Task details: Each of the entries below is to be written out exactly, and the images skipped.
=== Section Start ===
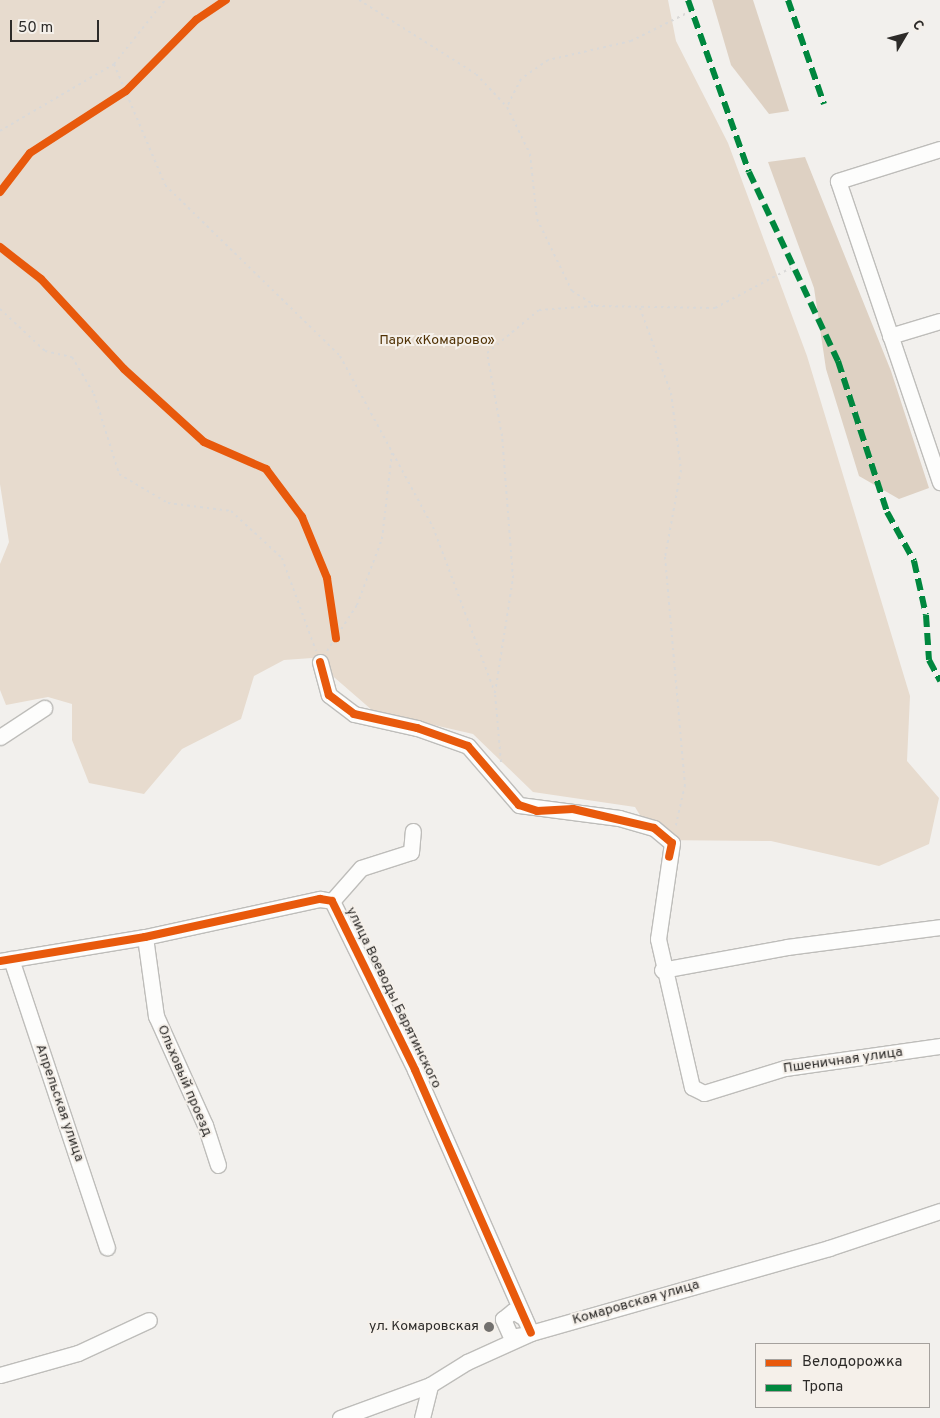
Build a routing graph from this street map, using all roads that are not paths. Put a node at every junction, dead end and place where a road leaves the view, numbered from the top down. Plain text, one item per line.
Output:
1 (940, 149) edge
2 (940, 321) edge
3 (890, 336) junction
4 (940, 482) edge
5 (320, 662) road end
6 (44, 708) dead end
7 (0, 737) edge
8 (412, 831) dead end
9 (332, 901) junction
10 (940, 927) edge
11 (145, 937) junction
12 (5, 960) edge
13 (662, 970) junction
14 (940, 1046) edge
15 (218, 1165) dead end
16 (940, 1211) edge
17 (107, 1246) dead end
18 (524, 1318) junction
19 (149, 1320) dead end
20 (529, 1334) junction
21 (0, 1375) edge
22 (430, 1385) junction
23 (340, 1418) edge
24 (422, 1418) edge

1 - 3 street
2 - 3 street
3 - 4 street
5 - 13 street, Пшеничная улица
6 - 7 street
8 - 9 street
9 - 11 street, улица Воеводы Барятинского
9 - 18 street, улица Воеводы Барятинского
10 - 13 street
11 - 12 street, улица Воеводы Барятинского
11 - 15 street, Ольховый проезд
12 - 17 street, Апрельская улица
13 - 14 street, Пшеничная улица
16 - 20 street, Комаровская улица
18 - 20 street, улица Воеводы Барятинского
18 - 20 street
19 - 21 street
20 - 22 street, Комаровская улица
22 - 23 street, Комаровская улица
22 - 24 street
=== Section End ===
Final answer:
Build a routing graph from this street map, using all roads that are not paths. Put a node at every junction, dead end and place where a road leaves the view, numbered from the top down. Plain text, one item per line.
Output:
1 (940, 149) edge
2 (940, 321) edge
3 (890, 336) junction
4 (940, 482) edge
5 (320, 662) road end
6 (44, 708) dead end
7 (0, 737) edge
8 (412, 831) dead end
9 (332, 901) junction
10 (940, 927) edge
11 (145, 937) junction
12 (5, 960) edge
13 (662, 970) junction
14 (940, 1046) edge
15 (218, 1165) dead end
16 (940, 1211) edge
17 (107, 1246) dead end
18 (524, 1318) junction
19 (149, 1320) dead end
20 (529, 1334) junction
21 (0, 1375) edge
22 (430, 1385) junction
23 (340, 1418) edge
24 (422, 1418) edge

1 - 3 street
2 - 3 street
3 - 4 street
5 - 13 street, Пшеничная улица
6 - 7 street
8 - 9 street
9 - 11 street, улица Воеводы Барятинского
9 - 18 street, улица Воеводы Барятинского
10 - 13 street
11 - 12 street, улица Воеводы Барятинского
11 - 15 street, Ольховый проезд
12 - 17 street, Апрельская улица
13 - 14 street, Пшеничная улица
16 - 20 street, Комаровская улица
18 - 20 street, улица Воеводы Барятинского
18 - 20 street
19 - 21 street
20 - 22 street, Комаровская улица
22 - 23 street, Комаровская улица
22 - 24 street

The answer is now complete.